### AVAILABLE RECORDS
════════
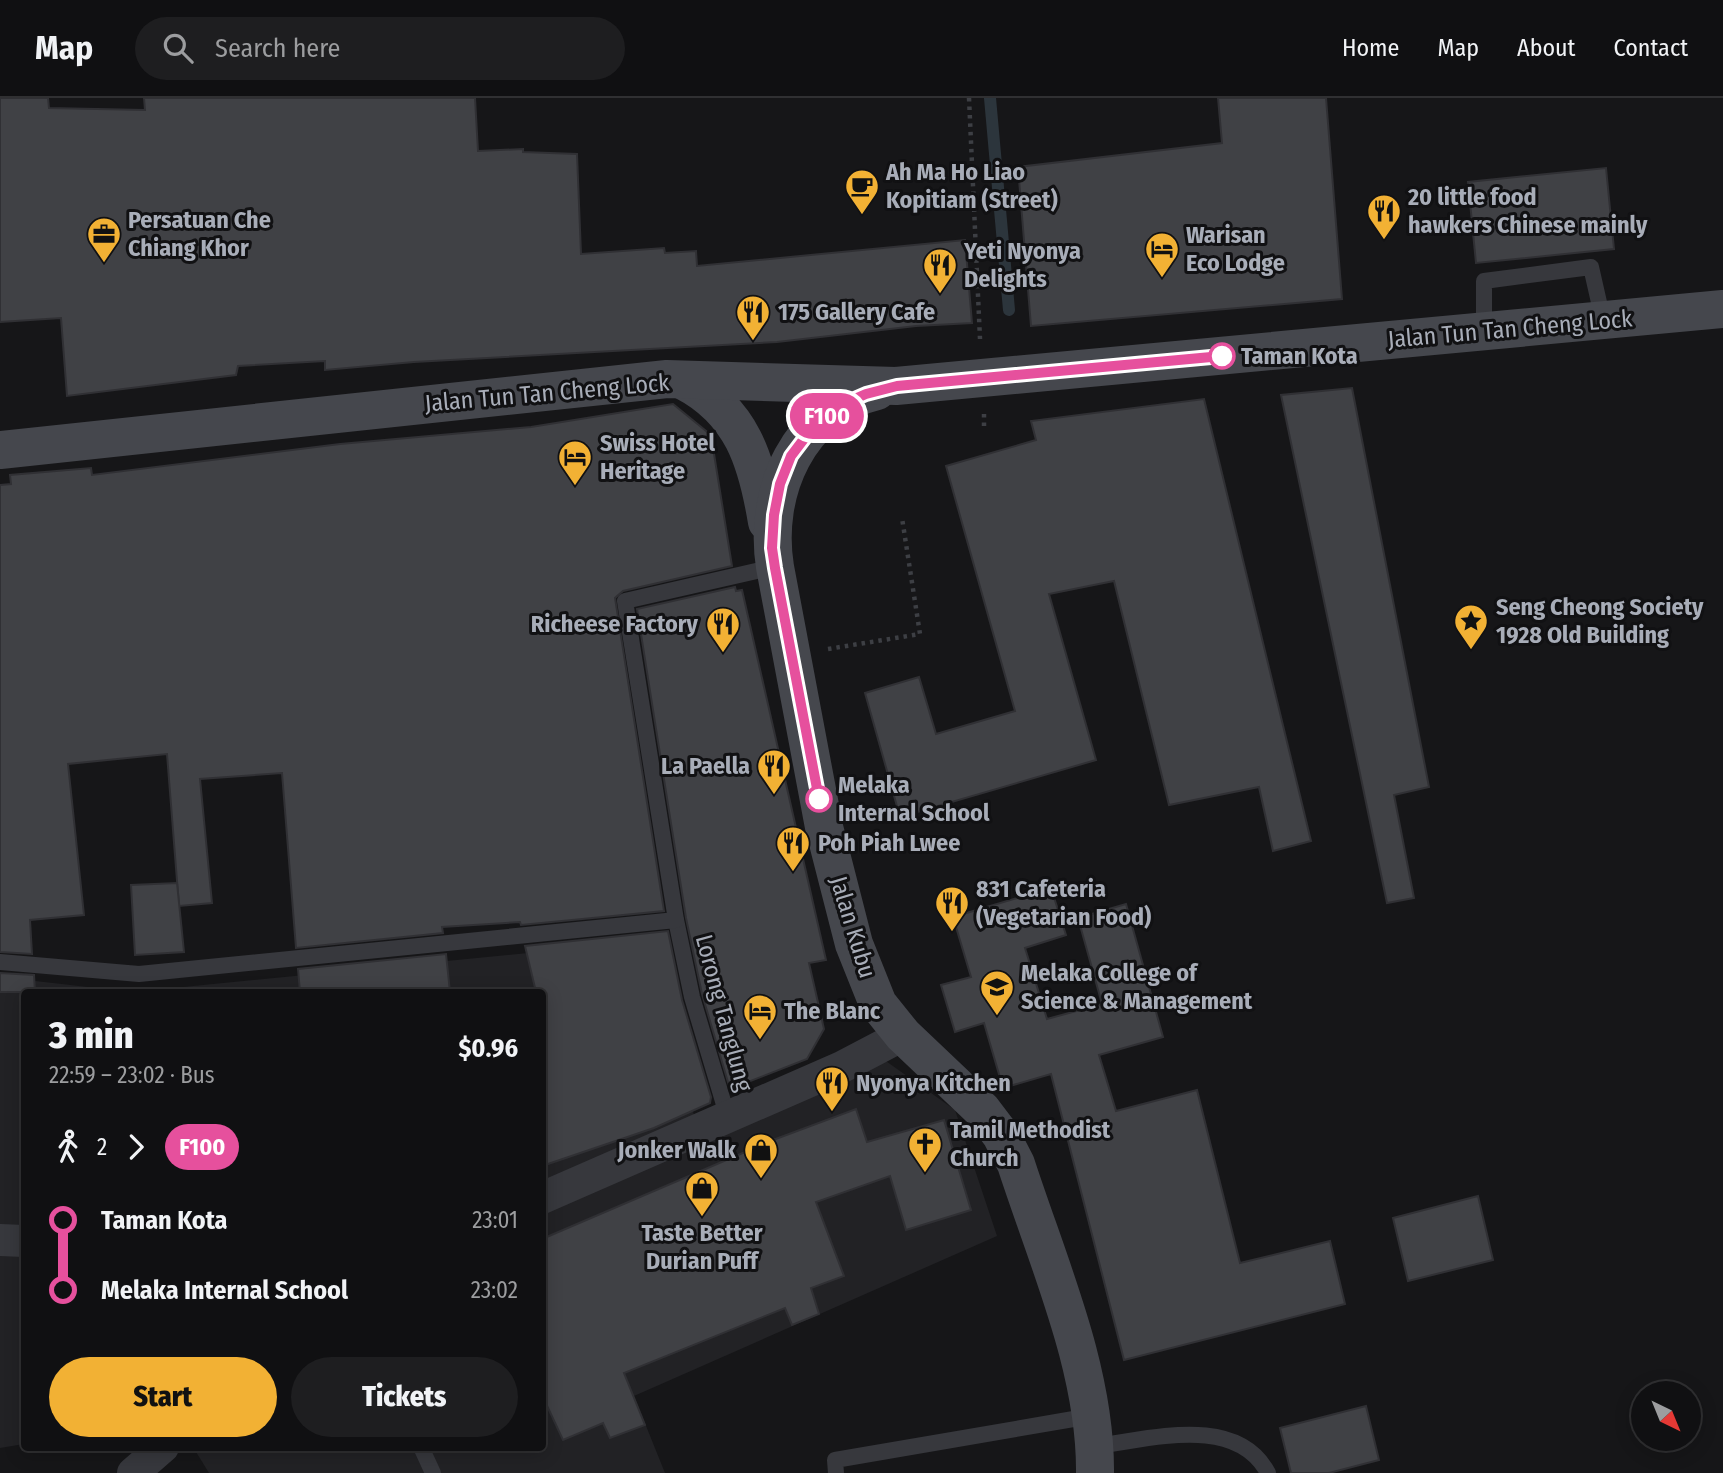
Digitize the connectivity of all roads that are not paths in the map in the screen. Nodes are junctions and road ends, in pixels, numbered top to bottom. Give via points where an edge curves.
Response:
1 (1723, 309) edge
2 (1604, 320) junction
3 (1484, 332) junction
4 (684, 381) junction
5 (897, 386) junction
6 (0, 450) edge
7 (773, 558) junction
8 (676, 920) junction
9 (0, 962) edge
10 (904, 1035) junction
11 (728, 1118) junction
12 (546, 1196) edge
13 (0, 1240) edge
14 (21, 1241) edge
15 (1094, 1445) edge
16 (159, 1451) edge
17 (423, 1451) edge
18 (134, 1473) edge
19 (433, 1473) edge
20 (836, 1473) edge
21 (1268, 1473) edge

1 - 2 main road, Jalan Tun Tan Cheng Lock
2 - 3 main road, Jalan Tun Tan Cheng Lock
2 - 3 lane via 1591,267 1484,281
3 - 5 main road, Jalan Tun Tan Cheng Lock
4 - 5 main road, Jalan Tun Tan Cheng Lock
4 - 6 main road, Jalan Tun Tan Cheng Lock via 667,379
4 - 7 main road via 724,408 740,431 763,499
5 - 7 main road, Jalan Kubu via 836,407 791,456 780,484
7 - 8 lane, Lorong Tanglung via 625,601
7 - 10 main road, Jalan Kubu via 824,827 854,944 878,1004
8 - 9 lane via 138,974
8 - 11 lane, Lorong Tanglung via 692,997
10 - 11 street
10 - 15 main road, Jalan Kubu via 982,1110 1016,1164 1086,1378
11 - 12 street
13 - 14 street
15 - 20 lane via 835,1460
15 - 21 lane via 1201,1434 1234,1440 1262,1462
16 - 18 street
17 - 19 lane

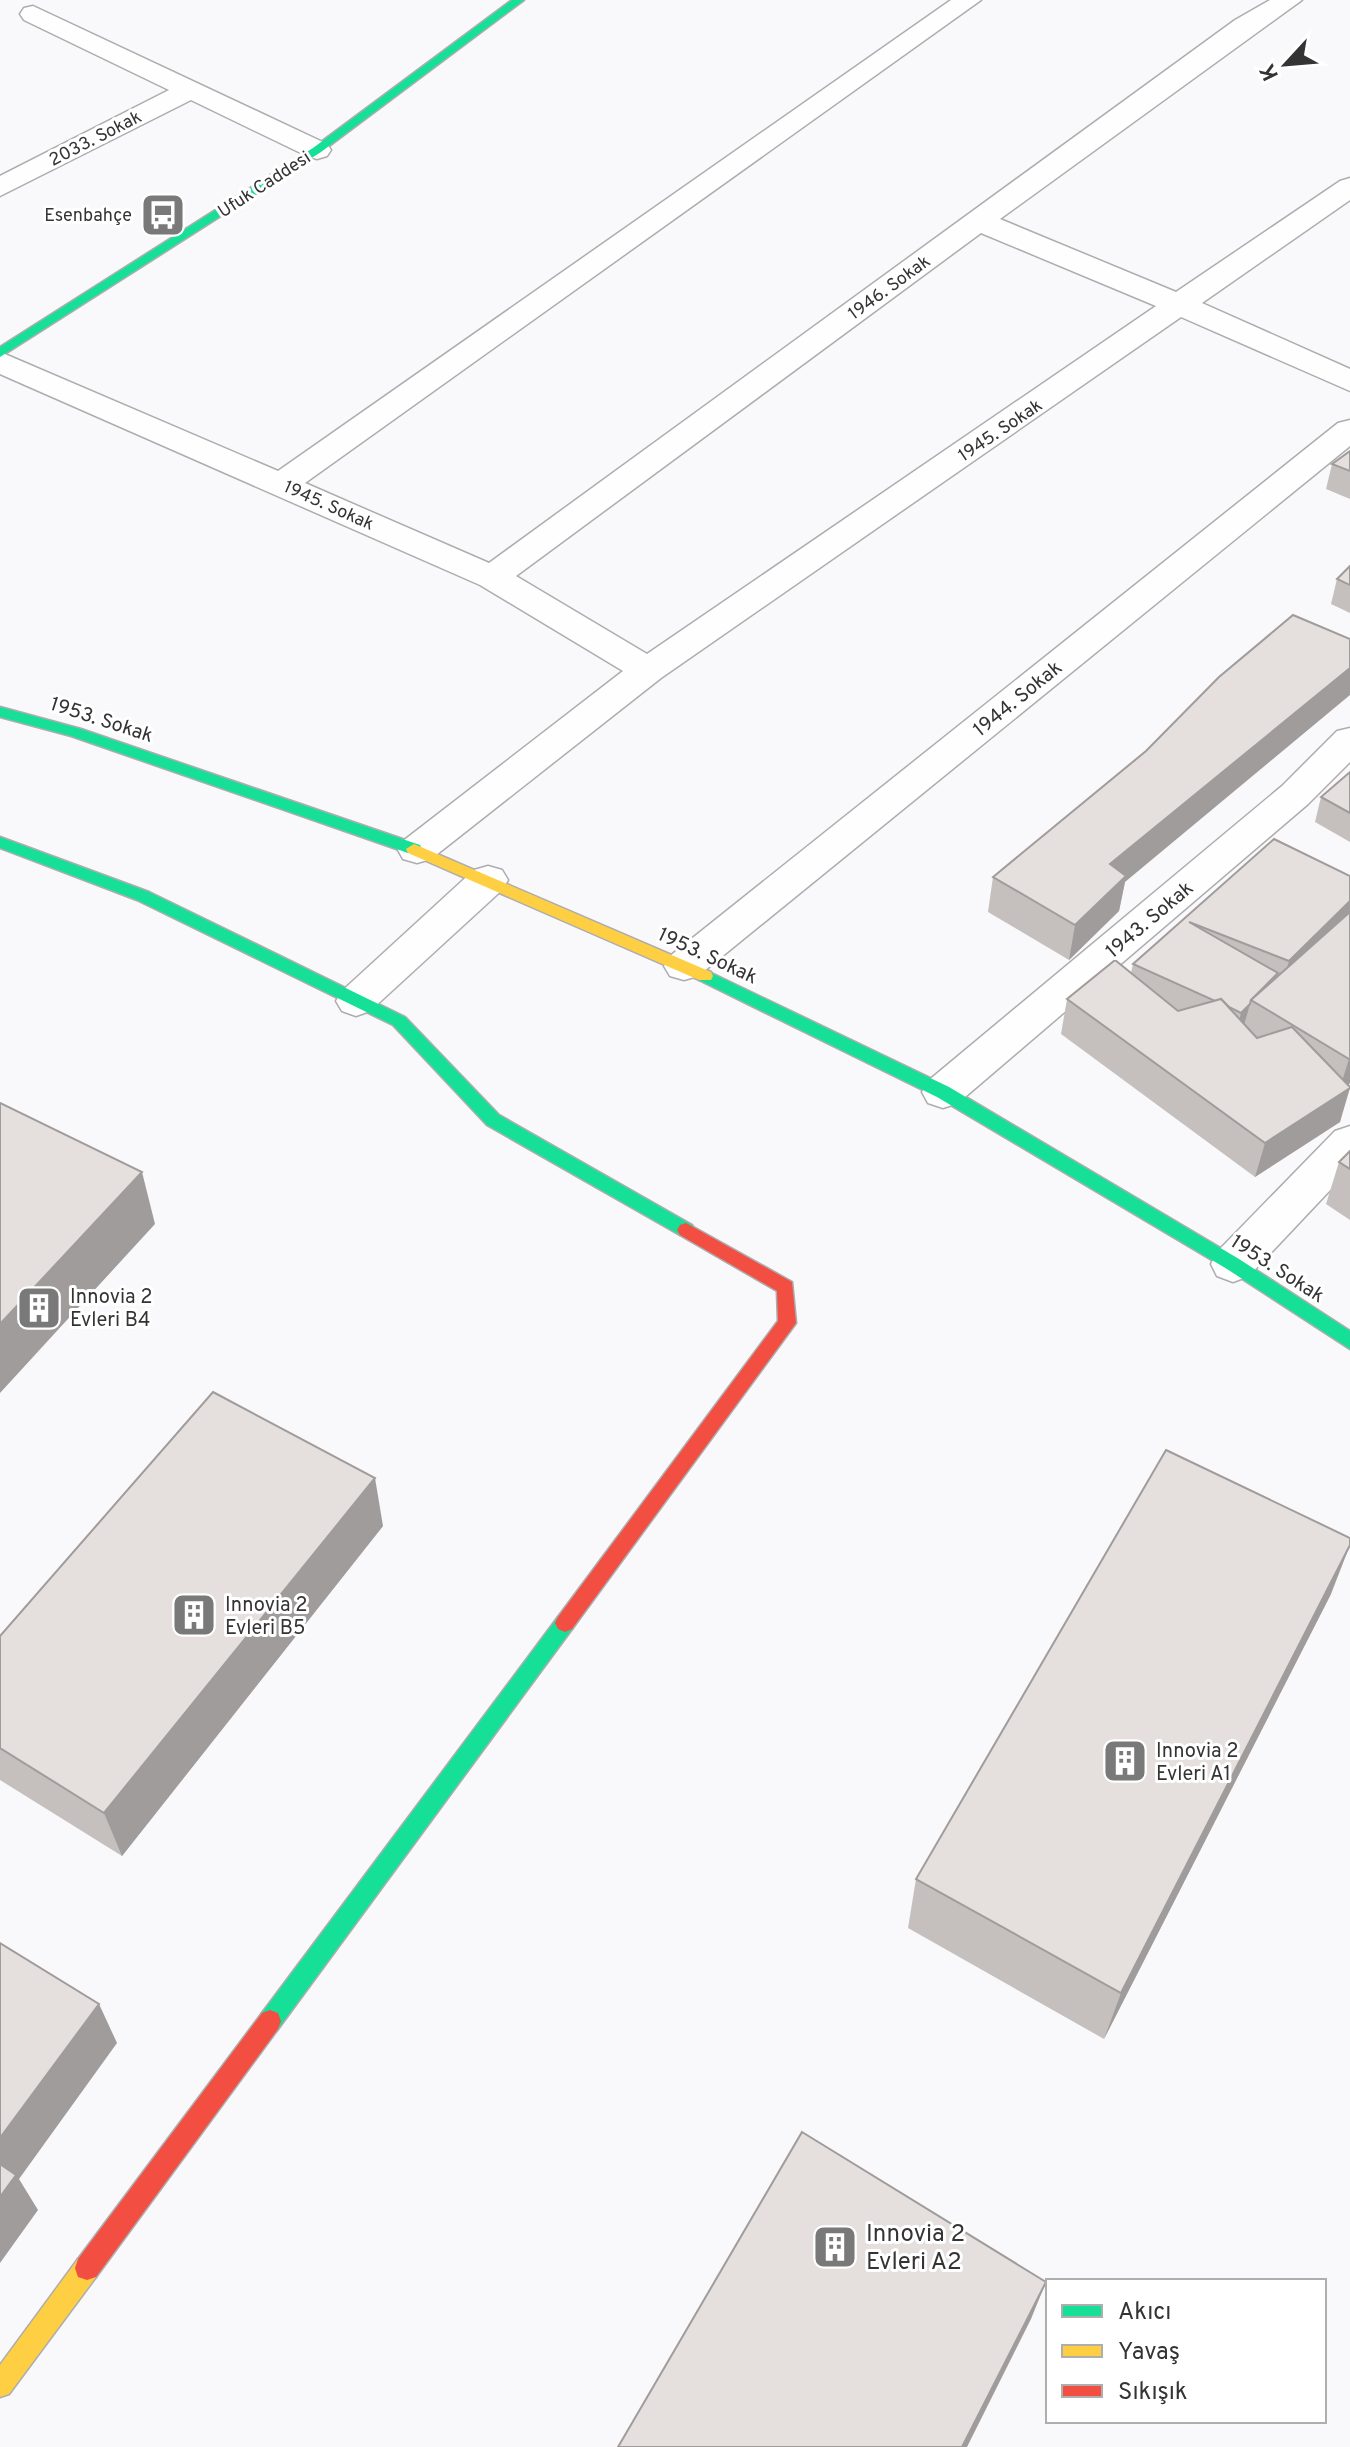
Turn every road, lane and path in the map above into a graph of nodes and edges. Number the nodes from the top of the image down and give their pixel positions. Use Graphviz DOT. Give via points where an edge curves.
graph roads {
  1 [pos="63,0"];
  2 [pos="519,0"];
  3 [pos="968,0"];
  4 [pos="1289,0"];
  5 [pos="191,89"];
  6 [pos="317,150"];
  7 [pos="0,187"];
  8 [pos="1350,187"];
  9 [pos="978,221"];
  10 [pos="1182,306"];
  11 [pos="0,353"];
  12 [pos="0,362"];
  13 [pos="1350,381"];
  14 [pos="1350,430"];
  15 [pos="282,484"];
  16 [pos="492,577"];
  17 [pos="648,670"];
  18 [pos="0,712"];
  19 [pos="1350,740"];
  20 [pos="0,842"];
  21 [pos="417,850"];
  22 [pos="488,880"];
  23 [pos="684,966"];
  24 [pos="356,1001"];
  25 [pos="943,1092"];
  26 [pos="1350,1142"];
  27 [pos="1233,1264"];
  28 [pos="1350,1341"];
  29 [pos="0,2385"];
  1 -- 5 [label="street" via="22,19"];
  2 -- 6 [label="main road, Ufuk Caddesi"];
  3 -- 15 [label="street"];
  4 -- 9 [label="street, 1946. Sokak" via="1245,26"];
  5 -- 6 [label="street"];
  5 -- 7 [label="street, 2033. Sokak"];
  6 -- 11 [label="main road, Ufuk Caddesi"];
  8 -- 10 [label="street, 1945. Sokak"];
  9 -- 10 [label="street"];
  9 -- 16 [label="street, 1946. Sokak"];
  10 -- 13 [label="street"];
  10 -- 17 [label="street, 1945. Sokak"];
  12 -- 15 [label="street, 1945. Sokak"];
  14 -- 23 [label="street, 1944. Sokak"];
  15 -- 16 [label="street, 1945. Sokak"];
  16 -- 17 [label="street, 1945. Sokak"];
  17 -- 21 [label="street, 1945. Sokak"];
  18 -- 21 [label="main road, 1953. Sokak" via="76,732"];
  19 -- 25 [label="street, 1943. Sokak" via="1295,795"];
  20 -- 24 [label="main road" via="143,896"];
  21 -- 22 [label="main road, 1953. Sokak"];
  22 -- 23 [label="main road, 1953. Sokak"];
  22 -- 24 [label="street"];
  23 -- 25 [label="main road, 1953. Sokak"];
  24 -- 29 [label="main road" via="399,1021 493,1120 786,1287 787,1323"];
  25 -- 27 [label="main road, 1953. Sokak"];
  26 -- 27 [label="street"];
  27 -- 28 [label="main road, 1953. Sokak"];
}
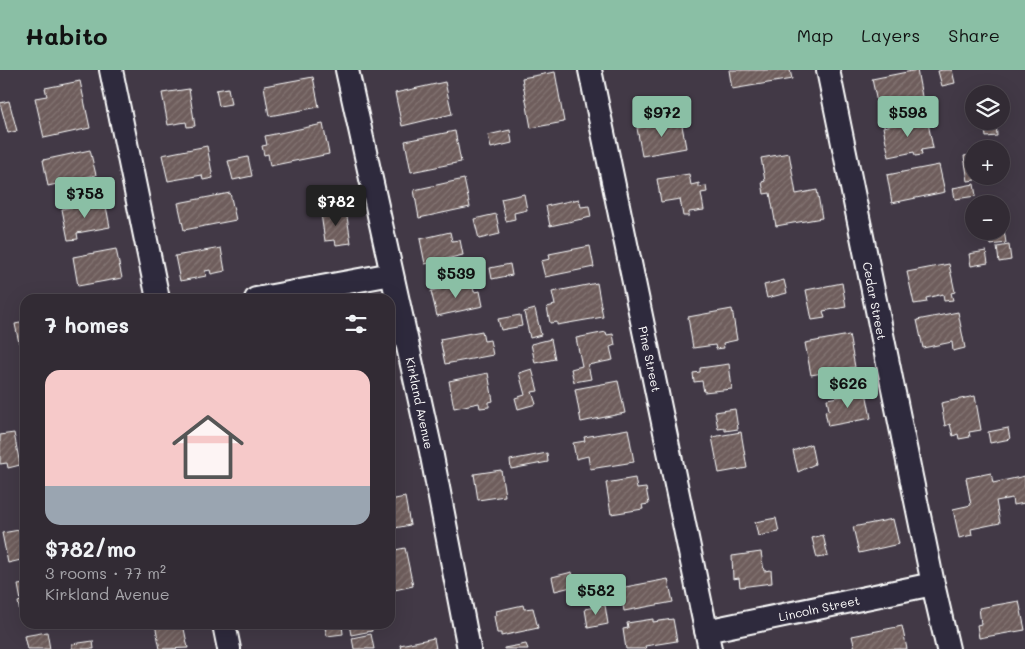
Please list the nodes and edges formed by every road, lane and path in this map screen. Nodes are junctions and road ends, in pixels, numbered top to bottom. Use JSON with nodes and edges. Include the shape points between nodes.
════════
### YOUR OBJECTIVE
Give back all the data exactly, minus pictures.

### WRITTEN ANSWER
Digitize the connectivity of all roads that are not paths in the map in the screen. Nodes are junctions and road ends, in pixels, numbered top to bottom. Give via points where an edge curves.
Response:
1 (1723, 309) edge
2 (1604, 320) junction
3 (1484, 332) junction
4 (684, 381) junction
5 (897, 386) junction
6 (0, 450) edge
7 (773, 558) junction
8 (676, 920) junction
9 (0, 962) edge
10 (904, 1035) junction
11 (728, 1118) junction
12 (546, 1196) edge
13 (0, 1240) edge
14 (21, 1241) edge
15 (1094, 1445) edge
16 (159, 1451) edge
17 (423, 1451) edge
18 (134, 1473) edge
19 (433, 1473) edge
20 (836, 1473) edge
21 (1268, 1473) edge

1 - 2 main road, Jalan Tun Tan Cheng Lock
2 - 3 main road, Jalan Tun Tan Cheng Lock
2 - 3 lane via 1591,267 1484,281
3 - 5 main road, Jalan Tun Tan Cheng Lock
4 - 5 main road, Jalan Tun Tan Cheng Lock
4 - 6 main road, Jalan Tun Tan Cheng Lock via 667,379
4 - 7 main road via 724,408 740,431 763,499
5 - 7 main road, Jalan Kubu via 836,407 791,456 780,484
7 - 8 lane, Lorong Tanglung via 625,601
7 - 10 main road, Jalan Kubu via 824,827 854,944 878,1004
8 - 9 lane via 138,974
8 - 11 lane, Lorong Tanglung via 692,997
10 - 11 street
10 - 15 main road, Jalan Kubu via 982,1110 1016,1164 1086,1378
11 - 12 street
13 - 14 street
15 - 20 lane via 835,1460
15 - 21 lane via 1201,1434 1234,1440 1262,1462
16 - 18 street
17 - 19 lane

Turn every road, lane and path in the map above into a graph of nodes and edges. Number the nodes from the top of the image down and give their pixel positions. Use Graphviz DOT. Give via points where an edge curves.
graph roads {
  1 [pos="63,0"];
  2 [pos="519,0"];
  3 [pos="968,0"];
  4 [pos="1289,0"];
  5 [pos="191,89"];
  6 [pos="317,150"];
  7 [pos="0,187"];
  8 [pos="1350,187"];
  9 [pos="978,221"];
  10 [pos="1182,306"];
  11 [pos="0,353"];
  12 [pos="0,362"];
  13 [pos="1350,381"];
  14 [pos="1350,430"];
  15 [pos="282,484"];
  16 [pos="492,577"];
  17 [pos="648,670"];
  18 [pos="0,712"];
  19 [pos="1350,740"];
  20 [pos="0,842"];
  21 [pos="417,850"];
  22 [pos="488,880"];
  23 [pos="684,966"];
  24 [pos="356,1001"];
  25 [pos="943,1092"];
  26 [pos="1350,1142"];
  27 [pos="1233,1264"];
  28 [pos="1350,1341"];
  29 [pos="0,2385"];
  1 -- 5 [label="street" via="22,19"];
  2 -- 6 [label="main road, Ufuk Caddesi"];
  3 -- 15 [label="street"];
  4 -- 9 [label="street, 1946. Sokak" via="1245,26"];
  5 -- 6 [label="street"];
  5 -- 7 [label="street, 2033. Sokak"];
  6 -- 11 [label="main road, Ufuk Caddesi"];
  8 -- 10 [label="street, 1945. Sokak"];
  9 -- 10 [label="street"];
  9 -- 16 [label="street, 1946. Sokak"];
  10 -- 13 [label="street"];
  10 -- 17 [label="street, 1945. Sokak"];
  12 -- 15 [label="street, 1945. Sokak"];
  14 -- 23 [label="street, 1944. Sokak"];
  15 -- 16 [label="street, 1945. Sokak"];
  16 -- 17 [label="street, 1945. Sokak"];
  17 -- 21 [label="street, 1945. Sokak"];
  18 -- 21 [label="main road, 1953. Sokak" via="76,732"];
  19 -- 25 [label="street, 1943. Sokak" via="1295,795"];
  20 -- 24 [label="main road" via="143,896"];
  21 -- 22 [label="main road, 1953. Sokak"];
  22 -- 23 [label="main road, 1953. Sokak"];
  22 -- 24 [label="street"];
  23 -- 25 [label="main road, 1953. Sokak"];
  24 -- 29 [label="main road" via="399,1021 493,1120 786,1287 787,1323"];
  25 -- 27 [label="main road, 1953. Sokak"];
  26 -- 27 [label="street"];
  27 -- 28 [label="main road, 1953. Sokak"];
}
Please list the nodes and edges formed by every road, lane and path in this map screen. Nodes are junctions and road ends, in pixels, numbered top to bottom. Use JSON with nodes and edges. Include the shape points between nodes.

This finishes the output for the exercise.